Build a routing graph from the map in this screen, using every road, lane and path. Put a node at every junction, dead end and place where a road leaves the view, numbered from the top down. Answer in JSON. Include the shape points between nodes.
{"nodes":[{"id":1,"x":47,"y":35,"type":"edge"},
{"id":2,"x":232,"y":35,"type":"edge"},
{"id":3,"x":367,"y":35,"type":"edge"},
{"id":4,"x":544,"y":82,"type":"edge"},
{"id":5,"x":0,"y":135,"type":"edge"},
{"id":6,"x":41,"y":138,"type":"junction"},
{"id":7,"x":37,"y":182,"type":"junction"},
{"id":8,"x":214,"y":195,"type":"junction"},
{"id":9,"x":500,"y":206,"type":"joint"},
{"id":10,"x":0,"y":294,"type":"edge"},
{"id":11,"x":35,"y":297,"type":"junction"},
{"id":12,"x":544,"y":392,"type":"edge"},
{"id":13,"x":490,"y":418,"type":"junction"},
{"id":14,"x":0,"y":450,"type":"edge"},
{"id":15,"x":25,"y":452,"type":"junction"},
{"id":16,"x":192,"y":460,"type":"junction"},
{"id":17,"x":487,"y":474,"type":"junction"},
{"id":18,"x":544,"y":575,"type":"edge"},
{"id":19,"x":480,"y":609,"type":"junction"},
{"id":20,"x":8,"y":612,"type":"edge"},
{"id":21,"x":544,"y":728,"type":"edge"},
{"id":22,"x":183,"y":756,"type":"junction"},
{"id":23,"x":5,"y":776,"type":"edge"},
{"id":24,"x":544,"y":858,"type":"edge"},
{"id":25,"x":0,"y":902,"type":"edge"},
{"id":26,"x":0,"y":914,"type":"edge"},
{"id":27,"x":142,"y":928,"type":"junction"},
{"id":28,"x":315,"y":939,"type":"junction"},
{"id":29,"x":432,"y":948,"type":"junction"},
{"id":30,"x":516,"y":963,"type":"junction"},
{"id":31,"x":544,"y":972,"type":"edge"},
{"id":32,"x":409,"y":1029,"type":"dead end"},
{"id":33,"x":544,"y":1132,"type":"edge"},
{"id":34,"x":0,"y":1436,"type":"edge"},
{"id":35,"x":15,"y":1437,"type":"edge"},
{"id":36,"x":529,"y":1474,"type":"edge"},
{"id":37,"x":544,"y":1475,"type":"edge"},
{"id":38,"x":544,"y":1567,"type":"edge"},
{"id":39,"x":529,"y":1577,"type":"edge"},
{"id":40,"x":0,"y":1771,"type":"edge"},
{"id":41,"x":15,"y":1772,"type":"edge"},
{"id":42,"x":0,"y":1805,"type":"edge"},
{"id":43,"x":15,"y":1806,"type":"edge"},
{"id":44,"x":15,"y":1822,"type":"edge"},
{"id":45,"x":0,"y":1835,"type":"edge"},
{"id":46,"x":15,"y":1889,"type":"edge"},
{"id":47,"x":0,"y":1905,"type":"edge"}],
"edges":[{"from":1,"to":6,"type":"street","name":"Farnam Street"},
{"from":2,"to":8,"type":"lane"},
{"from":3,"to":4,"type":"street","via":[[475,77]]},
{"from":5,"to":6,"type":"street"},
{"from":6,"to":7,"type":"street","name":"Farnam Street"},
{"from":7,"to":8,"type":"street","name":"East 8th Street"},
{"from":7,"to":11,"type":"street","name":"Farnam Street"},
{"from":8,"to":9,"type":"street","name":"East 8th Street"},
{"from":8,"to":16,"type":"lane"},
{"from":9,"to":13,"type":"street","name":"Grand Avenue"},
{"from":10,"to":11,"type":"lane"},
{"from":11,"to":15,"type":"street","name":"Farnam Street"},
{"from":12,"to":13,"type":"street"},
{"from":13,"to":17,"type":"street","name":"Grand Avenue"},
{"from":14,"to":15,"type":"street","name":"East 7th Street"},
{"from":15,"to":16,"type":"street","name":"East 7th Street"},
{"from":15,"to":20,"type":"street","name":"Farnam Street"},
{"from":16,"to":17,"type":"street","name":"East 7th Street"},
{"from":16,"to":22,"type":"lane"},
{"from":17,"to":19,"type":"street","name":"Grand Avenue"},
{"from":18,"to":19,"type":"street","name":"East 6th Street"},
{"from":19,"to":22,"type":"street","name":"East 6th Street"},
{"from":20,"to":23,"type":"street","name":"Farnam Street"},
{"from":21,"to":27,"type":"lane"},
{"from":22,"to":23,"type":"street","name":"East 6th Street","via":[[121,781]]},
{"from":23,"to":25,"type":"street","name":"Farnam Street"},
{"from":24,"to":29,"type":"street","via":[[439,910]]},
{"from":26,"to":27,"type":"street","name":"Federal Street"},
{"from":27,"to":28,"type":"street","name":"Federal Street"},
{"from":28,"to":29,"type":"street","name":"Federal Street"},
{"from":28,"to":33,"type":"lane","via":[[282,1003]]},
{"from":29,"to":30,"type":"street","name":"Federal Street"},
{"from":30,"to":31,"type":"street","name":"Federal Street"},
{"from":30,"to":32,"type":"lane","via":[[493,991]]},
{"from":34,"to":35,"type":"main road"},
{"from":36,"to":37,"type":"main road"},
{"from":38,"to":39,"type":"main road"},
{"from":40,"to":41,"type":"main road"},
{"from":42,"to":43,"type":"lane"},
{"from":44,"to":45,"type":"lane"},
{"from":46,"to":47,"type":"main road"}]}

· · · · ·

**TASK OBJECTIVE**
Copy out the whole listing above, leaving each line exactly as it stands.

**RESPONSE TO THIS EXERCISE**
Build a routing graph from the map in this screen, using every road, lane and path. Put a node at every junction, dead end and place where a road leaves the view, numbered from the top down. Answer in JSON. Include the shape points between nodes.
{"nodes":[{"id":1,"x":47,"y":35,"type":"edge"},
{"id":2,"x":232,"y":35,"type":"edge"},
{"id":3,"x":367,"y":35,"type":"edge"},
{"id":4,"x":544,"y":82,"type":"edge"},
{"id":5,"x":0,"y":135,"type":"edge"},
{"id":6,"x":41,"y":138,"type":"junction"},
{"id":7,"x":37,"y":182,"type":"junction"},
{"id":8,"x":214,"y":195,"type":"junction"},
{"id":9,"x":500,"y":206,"type":"joint"},
{"id":10,"x":0,"y":294,"type":"edge"},
{"id":11,"x":35,"y":297,"type":"junction"},
{"id":12,"x":544,"y":392,"type":"edge"},
{"id":13,"x":490,"y":418,"type":"junction"},
{"id":14,"x":0,"y":450,"type":"edge"},
{"id":15,"x":25,"y":452,"type":"junction"},
{"id":16,"x":192,"y":460,"type":"junction"},
{"id":17,"x":487,"y":474,"type":"junction"},
{"id":18,"x":544,"y":575,"type":"edge"},
{"id":19,"x":480,"y":609,"type":"junction"},
{"id":20,"x":8,"y":612,"type":"edge"},
{"id":21,"x":544,"y":728,"type":"edge"},
{"id":22,"x":183,"y":756,"type":"junction"},
{"id":23,"x":5,"y":776,"type":"edge"},
{"id":24,"x":544,"y":858,"type":"edge"},
{"id":25,"x":0,"y":902,"type":"edge"},
{"id":26,"x":0,"y":914,"type":"edge"},
{"id":27,"x":142,"y":928,"type":"junction"},
{"id":28,"x":315,"y":939,"type":"junction"},
{"id":29,"x":432,"y":948,"type":"junction"},
{"id":30,"x":516,"y":963,"type":"junction"},
{"id":31,"x":544,"y":972,"type":"edge"},
{"id":32,"x":409,"y":1029,"type":"dead end"},
{"id":33,"x":544,"y":1132,"type":"edge"},
{"id":34,"x":0,"y":1436,"type":"edge"},
{"id":35,"x":15,"y":1437,"type":"edge"},
{"id":36,"x":529,"y":1474,"type":"edge"},
{"id":37,"x":544,"y":1475,"type":"edge"},
{"id":38,"x":544,"y":1567,"type":"edge"},
{"id":39,"x":529,"y":1577,"type":"edge"},
{"id":40,"x":0,"y":1771,"type":"edge"},
{"id":41,"x":15,"y":1772,"type":"edge"},
{"id":42,"x":0,"y":1805,"type":"edge"},
{"id":43,"x":15,"y":1806,"type":"edge"},
{"id":44,"x":15,"y":1822,"type":"edge"},
{"id":45,"x":0,"y":1835,"type":"edge"},
{"id":46,"x":15,"y":1889,"type":"edge"},
{"id":47,"x":0,"y":1905,"type":"edge"}],
"edges":[{"from":1,"to":6,"type":"street","name":"Farnam Street"},
{"from":2,"to":8,"type":"lane"},
{"from":3,"to":4,"type":"street","via":[[475,77]]},
{"from":5,"to":6,"type":"street"},
{"from":6,"to":7,"type":"street","name":"Farnam Street"},
{"from":7,"to":8,"type":"street","name":"East 8th Street"},
{"from":7,"to":11,"type":"street","name":"Farnam Street"},
{"from":8,"to":9,"type":"street","name":"East 8th Street"},
{"from":8,"to":16,"type":"lane"},
{"from":9,"to":13,"type":"street","name":"Grand Avenue"},
{"from":10,"to":11,"type":"lane"},
{"from":11,"to":15,"type":"street","name":"Farnam Street"},
{"from":12,"to":13,"type":"street"},
{"from":13,"to":17,"type":"street","name":"Grand Avenue"},
{"from":14,"to":15,"type":"street","name":"East 7th Street"},
{"from":15,"to":16,"type":"street","name":"East 7th Street"},
{"from":15,"to":20,"type":"street","name":"Farnam Street"},
{"from":16,"to":17,"type":"street","name":"East 7th Street"},
{"from":16,"to":22,"type":"lane"},
{"from":17,"to":19,"type":"street","name":"Grand Avenue"},
{"from":18,"to":19,"type":"street","name":"East 6th Street"},
{"from":19,"to":22,"type":"street","name":"East 6th Street"},
{"from":20,"to":23,"type":"street","name":"Farnam Street"},
{"from":21,"to":27,"type":"lane"},
{"from":22,"to":23,"type":"street","name":"East 6th Street","via":[[121,781]]},
{"from":23,"to":25,"type":"street","name":"Farnam Street"},
{"from":24,"to":29,"type":"street","via":[[439,910]]},
{"from":26,"to":27,"type":"street","name":"Federal Street"},
{"from":27,"to":28,"type":"street","name":"Federal Street"},
{"from":28,"to":29,"type":"street","name":"Federal Street"},
{"from":28,"to":33,"type":"lane","via":[[282,1003]]},
{"from":29,"to":30,"type":"street","name":"Federal Street"},
{"from":30,"to":31,"type":"street","name":"Federal Street"},
{"from":30,"to":32,"type":"lane","via":[[493,991]]},
{"from":34,"to":35,"type":"main road"},
{"from":36,"to":37,"type":"main road"},
{"from":38,"to":39,"type":"main road"},
{"from":40,"to":41,"type":"main road"},
{"from":42,"to":43,"type":"lane"},
{"from":44,"to":45,"type":"lane"},
{"from":46,"to":47,"type":"main road"}]}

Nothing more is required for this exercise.